Annabel Croft: "This will inspire Laura (Robson) as well. She's pretty close to Andy Murray and has spent a lot of time on court with him in the mixed doubles. As we know he chose her as his partner at the Olympics, over Heather Watson, which was a very painful decision for Watson, who had won a WTA doubles title the week before. But he saw something a little special in Laura and I think this will really motivate her."
Ones to watch in 2013:
"He's got great potential in terms of his touch and the way he reads the game. He takes a backhand early and he absorbs pace really well, [especially] from the baseline." - Roger Federer's description of Belgian 21-year-old David Goffin after losing the first set of their French Open clash earlier this year. World number Goffin showed glimpses of serious potential during his run to round four at Roland Garros. Will need to increase the power on his groundstrokes to become a real danger to the big players.
Japan's No.1 reached a career-high ranking of No.15 in the world in his 23rd year, reaching the Australian Open quarter-finals before landing his second ATP World Tour title in Tokyo. Whilst not expecting the Florida-based right-hander to make a serious challenge at the majors, victories over Tomas Berdych and Jo-Wilfried Tsonga in 2012 showed he is more than capable of breaking into the top 10 next year.
The 20-year-old from Guernsey broke into the WTA top 50 for the first time when she became the first British woman to win a WTA Tour singles title in 24 years at the HP Open, Tokyo. That feat saw her replace compatriot Laura Robson as the British number one and she will be keen to cling on to that status in 2013. Watson boasts a solid all-round game but relies more on opponent mistakes than winners of her own.

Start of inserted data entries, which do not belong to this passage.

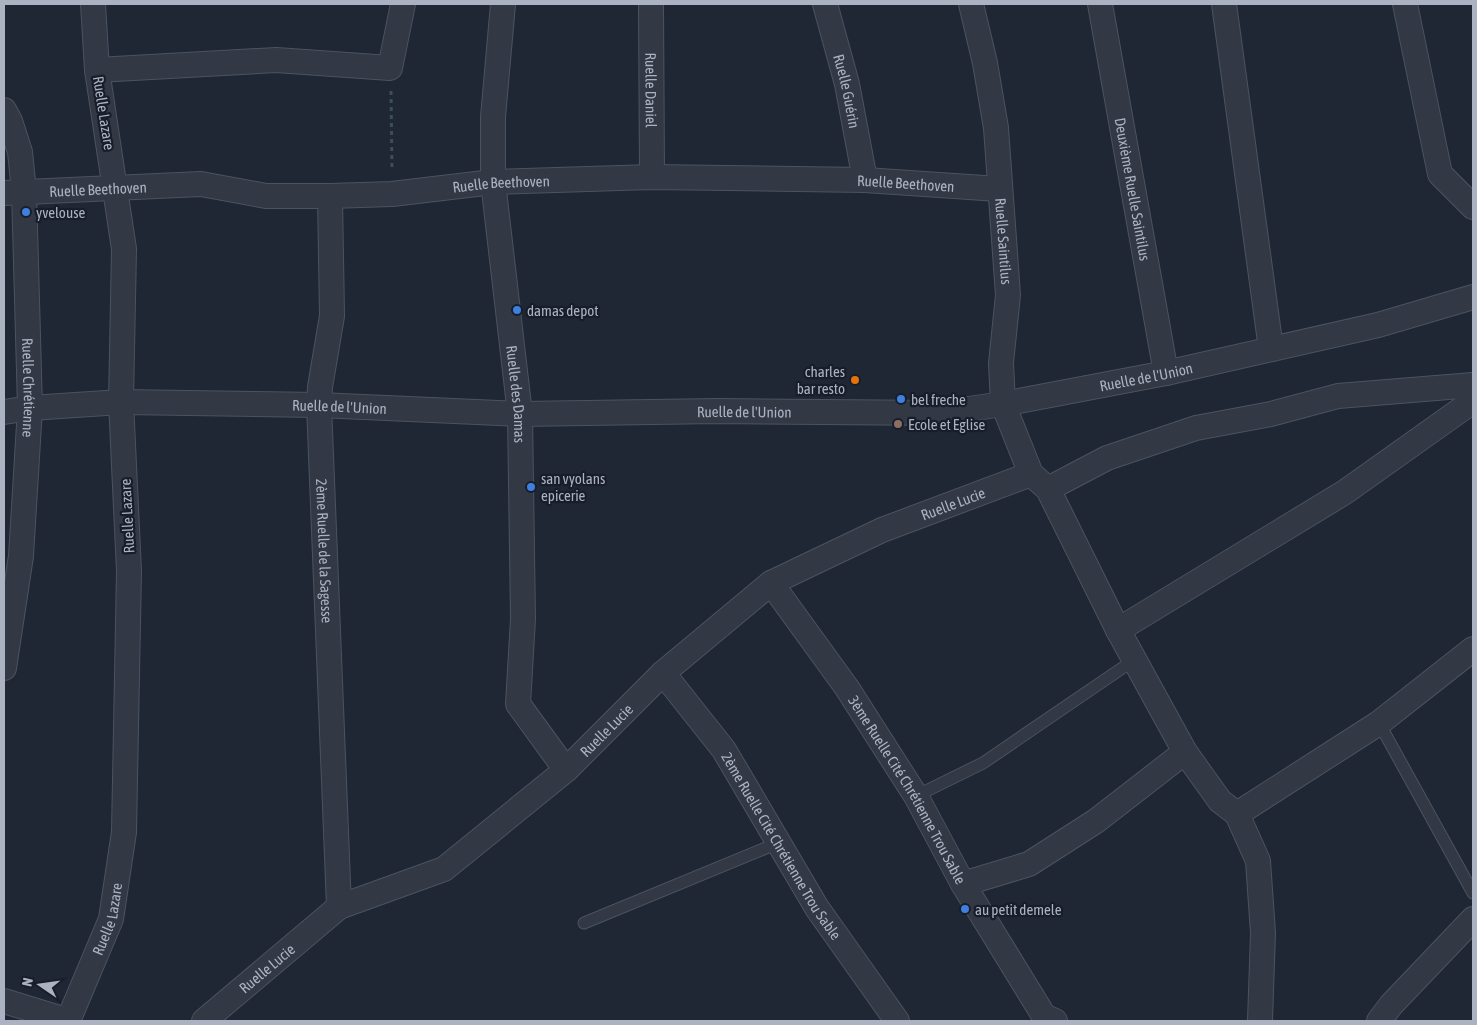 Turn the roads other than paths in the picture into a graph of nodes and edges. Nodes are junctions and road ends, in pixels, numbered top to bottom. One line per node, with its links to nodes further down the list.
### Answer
1 (93, 4): 10 (street, Ruelle Lazare)
2 (403, 4): 10 (street)
3 (503, 4): 14 (street, Ruelle des Damas)
4 (651, 4): 12 (street, Ruelle Daniel)
5 (825, 4): 13 (street, Ruelle Guérin)
6 (971, 4): 16 (street, Ruelle Saintilus)
7 (1100, 4): 22 (street, Deuxième Ruelle Saintilus)
8 (1224, 4): 21 (street)
9 (1405, 4): 19 (street)
10 (97, 70): 15 (street, Ruelle Lazare)
11 (4, 110): 17 (street, Ruelle Chrétienne)
12 (652, 177): 13 (street, Ruelle Beethoven); 14 (street, Ruelle Beethoven)
13 (864, 180): 16 (street, Ruelle Beethoven)
14 (493, 182): 18 (street, Ruelle Beethoven); 30 (street, Ruelle des Damas)
15 (115, 186): 17 (street, Ruelle Beethoven); 18 (street, Ruelle Beethoven); 25 (street, Ruelle Lazare)
16 (999, 189): 26 (street, Ruelle Saintilus)
17 (14, 192): 28 (street, Ruelle Chrétienne)
18 (330, 196): 27 (street, 2ème Ruelle de la Sagesse)
19 (1473, 207)
20 (1473, 297): 21 (street, Ruelle de l'Union)
21 (1272, 349): 22 (street, Ruelle de l'Union)
22 (1166, 373): 26 (street, Ruelle de l'Union)
23 (1473, 385): 31 (street, Ruelle Lucie)
24 (1473, 401): 33 (street)
25 (121, 402): 27 (street, Ruelle de l'Union); 28 (street, Ruelle de l'Union); 50 (street, Ruelle Lazare)
26 (1003, 404): 30 (street, Ruelle de l'Union); 31 (street, Ruelle Saintilus)
27 (320, 405): 30 (street, Ruelle de l'Union); 46 (street, 2ème Ruelle de la Sagesse)
28 (30, 408): 29 (street, Ruelle de l'Union); 36 (street, Ruelle Chrétienne)
29 (4, 412)
30 (520, 414): 40 (street, Ruelle des Damas)
31 (1039, 482): 32 (street, Ruelle Lucie); 33 (street, Ruelle Saintilus)
32 (771, 583): 37 (street, Ruelle Lucie); 41 (street, 3ème Ruelle Cité Chrétienne Trou Sable)
33 (1118, 630): 35 (street, Ruelle Saintilus)
34 (1473, 649): 38 (street)
35 (1134, 660): 39 (street, Ruelle Saintilus); 41 (lane)
36 (4, 668)
37 (663, 673): 40 (street, Ruelle Lucie); 43 (street, 2ème Ruelle Cité Chrétienne Trou Sable)
38 (1379, 723): 42 (street); 45 (lane)
39 (1186, 752): 42 (street, Ruelle Saintilus); 44 (street)
40 (566, 770): 46 (street, Ruelle Lucie)
41 (916, 796): 44 (street, 3ème Ruelle Cité Chrétienne Trou Sable)
42 (1237, 814): 54 (street)
43 (778, 843): 48 (lane); 52 (street, 2ème Ruelle Cité Chrétienne Trou Sable)
44 (963, 884): 53 (street, 3ème Ruelle Cité Chrétienne Trou Sable)
45 (1473, 893)
46 (339, 907): 51 (street, Ruelle Lucie)
47 (1473, 919): 55 (street)
48 (584, 923)
49 (4, 1001): 50 (street)
50 (69, 1021)
51 (204, 1021)
52 (896, 1021)
53 (1055, 1021)
54 (1260, 1021)
55 (1379, 1021)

Stunning wins over Kim Clijsters and Na Li at the US Open showed that world No.53 Robson has the potential to make a serious move up the rankings. Narrow defeats to Maria Sharapova and Sam Stosur were sandwiched in between and the 18-year-old is beginning to look right at home against the top players. Boasting a powerful forehand and improving agility on court, lefty Robson looks destined for a big future.